One of the biggest threats on the horizon to the role of the individual rep, if it comes about, is the “protected conversation” concept. The idea behind this initiative, put forward as an amendment to the Employment Rights Act 1996, is that a line manager should be free to initiate “off-the-record” discussions about individual performance, including discussions as to whether the employment should be terminated on “agreed” terms, short-circuiting the formal procedures described in this booklet that are designed to give employees time and structure in which to improve their performance against defined goals.
Under the proposals, the employee would be prohibited from referring to the “protected” conversation in any claim for unfair dismissal, unless the employer engaged in “improper” behaviour (as yet undefined). The proposal is no longer put forward for jurisdictions such as discrimination or whistleblowing, or for any other “automatically unfair” dismissal situations.

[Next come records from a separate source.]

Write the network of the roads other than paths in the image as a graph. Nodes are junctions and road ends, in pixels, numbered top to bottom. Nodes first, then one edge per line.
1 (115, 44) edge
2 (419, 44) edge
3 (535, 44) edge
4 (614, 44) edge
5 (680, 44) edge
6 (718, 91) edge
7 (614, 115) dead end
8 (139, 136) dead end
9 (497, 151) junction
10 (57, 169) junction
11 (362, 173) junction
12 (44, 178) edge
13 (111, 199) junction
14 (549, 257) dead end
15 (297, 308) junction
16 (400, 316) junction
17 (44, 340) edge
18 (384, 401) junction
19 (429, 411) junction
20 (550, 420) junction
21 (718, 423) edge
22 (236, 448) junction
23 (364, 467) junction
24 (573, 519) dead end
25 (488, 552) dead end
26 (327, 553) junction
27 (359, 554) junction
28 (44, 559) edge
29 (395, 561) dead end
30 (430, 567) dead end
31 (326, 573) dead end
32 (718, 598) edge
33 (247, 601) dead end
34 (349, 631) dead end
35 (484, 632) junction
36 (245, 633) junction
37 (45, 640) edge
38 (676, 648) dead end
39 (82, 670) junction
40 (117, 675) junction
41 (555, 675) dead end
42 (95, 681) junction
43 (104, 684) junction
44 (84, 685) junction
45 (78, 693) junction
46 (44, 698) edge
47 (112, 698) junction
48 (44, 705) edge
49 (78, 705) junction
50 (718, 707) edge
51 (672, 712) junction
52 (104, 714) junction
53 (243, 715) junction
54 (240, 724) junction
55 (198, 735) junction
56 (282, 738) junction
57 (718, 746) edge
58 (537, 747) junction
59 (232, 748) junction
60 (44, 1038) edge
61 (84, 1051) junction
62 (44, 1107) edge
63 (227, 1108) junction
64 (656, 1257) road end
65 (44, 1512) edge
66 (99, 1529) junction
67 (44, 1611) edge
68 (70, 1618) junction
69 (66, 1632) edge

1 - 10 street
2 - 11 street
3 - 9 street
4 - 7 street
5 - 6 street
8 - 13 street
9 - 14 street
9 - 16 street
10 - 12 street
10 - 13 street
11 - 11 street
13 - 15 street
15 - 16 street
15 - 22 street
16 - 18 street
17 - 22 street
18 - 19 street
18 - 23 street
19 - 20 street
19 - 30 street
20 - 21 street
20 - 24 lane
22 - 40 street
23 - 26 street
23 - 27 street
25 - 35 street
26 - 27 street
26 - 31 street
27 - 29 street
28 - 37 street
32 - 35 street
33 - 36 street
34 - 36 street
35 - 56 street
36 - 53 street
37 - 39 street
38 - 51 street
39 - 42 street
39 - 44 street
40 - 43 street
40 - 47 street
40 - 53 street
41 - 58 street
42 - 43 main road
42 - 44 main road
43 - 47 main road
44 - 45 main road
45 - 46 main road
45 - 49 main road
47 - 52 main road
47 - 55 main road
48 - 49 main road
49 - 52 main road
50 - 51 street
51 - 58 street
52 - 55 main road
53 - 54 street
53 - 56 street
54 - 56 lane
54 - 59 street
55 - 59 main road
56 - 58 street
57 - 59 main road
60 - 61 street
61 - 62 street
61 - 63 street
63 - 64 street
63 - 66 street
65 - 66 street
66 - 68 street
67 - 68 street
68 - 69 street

This idea, if implemented, will have fundamental implications for the formal protection mechanisms described in this booklet. Except in workplaces where unions are recognised and will be able to use their collective bargaining power to insist on the use of proper formal procedures to manage issues such as performance, sickness, conduct and attendance, it is likely that informality will quickly take hold as the preferred management option.
The “protected conversation” relies on the fiction that the employment relationship is equal, whereas, as the Supreme Court acknowledged in its landmark ruling Autoclenz v Belcher (2011), the opposite is the case. In an unequal relationship, informal mechanisms will favour the powerful party. The whole purpose of the organisational procedures summarised in this booklet is to counter-balance this inequality by trying to ensure managers act fairly, transparently and consistently, setting standards and keeping managers accountable for their behaviour. They also provide open spaces and agreed rules for the resolution of conflict, instead of pretending the employment relationship is conflict free.

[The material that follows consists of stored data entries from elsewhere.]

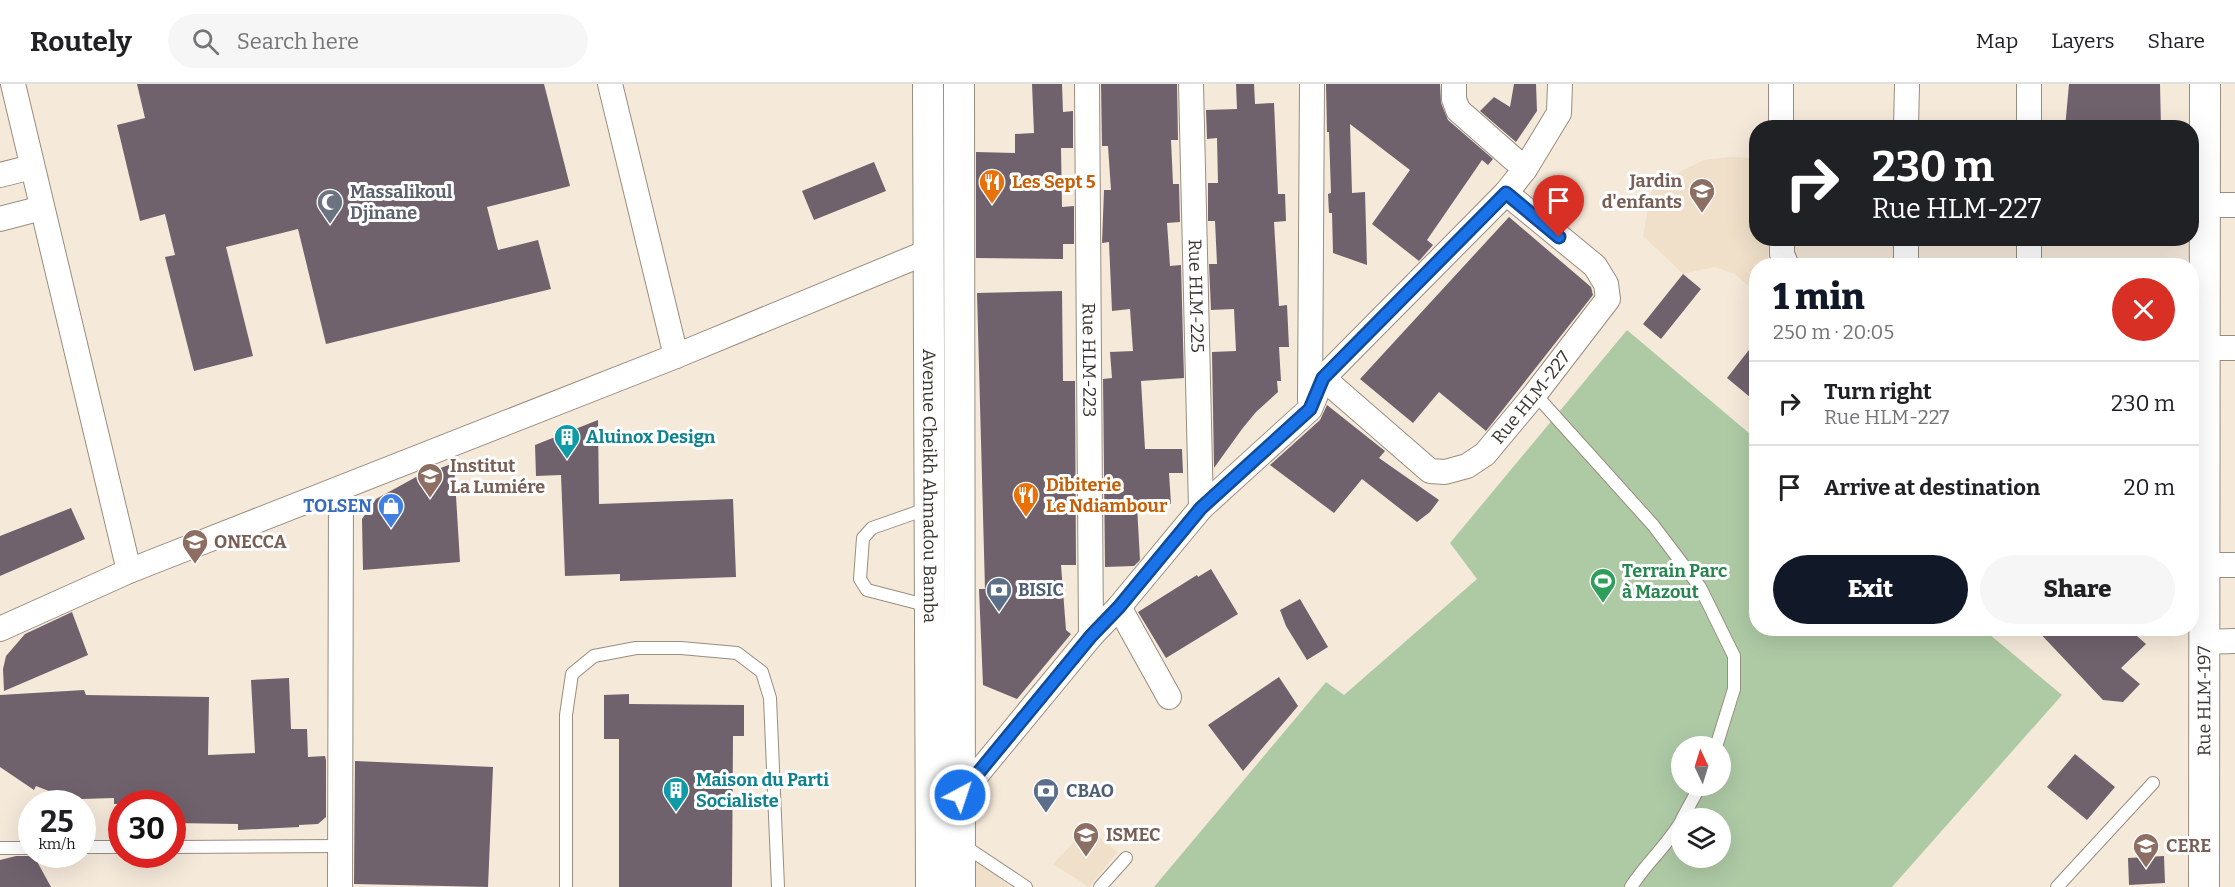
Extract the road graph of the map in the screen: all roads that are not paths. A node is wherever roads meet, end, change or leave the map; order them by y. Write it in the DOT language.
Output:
graph roads {
  1 [pos="13,84"];
  2 [pos="610,84"];
  3 [pos="928,84"];
  4 [pos="959,84"];
  5 [pos="1087,84"];
  6 [pos="1191,84"];
  7 [pos="1312,84"];
  8 [pos="1454,84"];
  9 [pos="1560,84"];
  10 [pos="1781,84"];
  11 [pos="1906,84"];
  12 [pos="2029,84"];
  13 [pos="2205,84"];
  14 [pos="1781,120"];
  15 [pos="1906,120"];
  16 [pos="2029,120"];
  17 [pos="32,167"];
  18 [pos="1525,169"];
  19 [pos="0,175"];
  20 [pos="1506,193"];
  21 [pos="2205,205"];
  22 [pos="2235,206"];
  23 [pos="42,208"];
  24 [pos="0,219"];
  25 [pos="930,251"];
  26 [pos="2205,348"];
  27 [pos="2235,348"];
  28 [pos="676,356"];
  29 [pos="1323,378"];
  30 [pos="1535,394"];
  31 [pos="1310,409"];
  32 [pos="341,489"];
  33 [pos="931,507"];
  34 [pos="1201,508"];
  35 [pos="2204,565"];
  36 [pos="2235,565"];
  37 [pos="129,571"];
  38 [pos="931,607"];
  39 [pos="1119,607"];
  40 [pos="0,629"];
  41 [pos="1091,636"];
  42 [pos="2235,641"];
  43 [pos="2204,642"];
  44 [pos="1170,697"];
  45 [pos="1719,736"];
  46 [pos="2153,783"];
  47 [pos="960,795"];
  48 [pos="1671,839"];
  49 [pos="960,843"];
  50 [pos="340,846"];
  51 [pos="186,847"];
  52 [pos="0,848"];
  53 [pos="18,848"];
  54 [pos="1126,858"];
  55 [pos="340,887"];
  56 [pos="566,887"];
  57 [pos="778,887"];
  58 [pos="931,887"];
  59 [pos="960,887"];
  60 [pos="1026,887"];
  61 [pos="1100,887"];
  62 [pos="1631,887"];
  63 [pos="2057,887"];
  64 [pos="2204,887"];
  1 -- 17 [label="street"];
  2 -- 28 [label="street"];
  3 -- 25 [label="street, Avenue Cheikh Ahmadou Bamba"];
  4 -- 47 [label="street, Avenue Cheikh Ahmadou Bamba"];
  5 -- 41 [label="street, Rue HLM-223"];
  6 -- 34 [label="street, Rue HLM-225"];
  7 -- 31 [label="street"];
  8 -- 18 [label="street"];
  9 -- 18 [label="street"];
  10 -- 14 [label="street"];
  11 -- 15 [label="street"];
  12 -- 16 [label="street"];
  13 -- 21 [label="street, Rue HLM-197"];
  17 -- 19 [label="street"];
  17 -- 23 [label="street"];
  18 -- 20 [label="street"];
  20 -- 29 [label="street"];
  20 -- 30 [label="street, Rue HLM-227"];
  21 -- 22 [label="street"];
  21 -- 26 [label="street, Rue HLM-197"];
  23 -- 24 [label="street"];
  23 -- 37 [label="street"];
  25 -- 28 [label="street"];
  25 -- 33 [label="street, Avenue Cheikh Ahmadou Bamba"];
  26 -- 27 [label="street"];
  26 -- 35 [label="street, Rue HLM-197"];
  28 -- 32 [label="street"];
  29 -- 30 [label="street, Rue HLM-227"];
  29 -- 31 [label="street"];
  30 -- 45 [label="lane"];
  31 -- 34 [label="street"];
  32 -- 37 [label="street"];
  32 -- 50 [label="street"];
  33 -- 38 [label="street, Avenue Cheikh Ahmadou Bamba"];
  33 -- 38 [label="lane"];
  34 -- 39 [label="street"];
  35 -- 36 [label="street"];
  35 -- 43 [label="street, Rue HLM-197"];
  37 -- 40 [label="street"];
  38 -- 58 [label="street, Avenue Cheikh Ahmadou Bamba"];
  39 -- 41 [label="street"];
  39 -- 44 [label="street"];
  41 -- 47 [label="street"];
  42 -- 43 [label="street"];
  43 -- 64 [label="street, Rue HLM-197"];
  46 -- 63 [label="lane"];
  47 -- 49 [label="street, Avenue Cheikh Ahmadou Bamba"];
  48 -- 62 [label="lane"];
  49 -- 59 [label="street, Avenue Cheikh Ahmadou Bamba"];
  49 -- 60 [label="lane"];
  50 -- 51 [label="lane"];
  50 -- 55 [label="street"];
  52 -- 53 [label="lane"];
  54 -- 61 [label="lane"];
  56 -- 57 [label="lane"];
}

It is not at all clear what role (if any) the government envisages for workplace reps in this framework, or what protection would be available to workers who do not have access to a rep.
Under the proposed new regime, if implemented, vulnerable workers, including workers who have not been adequately trained or who are absent through ill health, will be at risk of employers launching without warning into premature and inappropriate discussions about dismissal, with no protection. It is difficult to imagine a proposal less likely to result in a productive workforce and effective employment relations.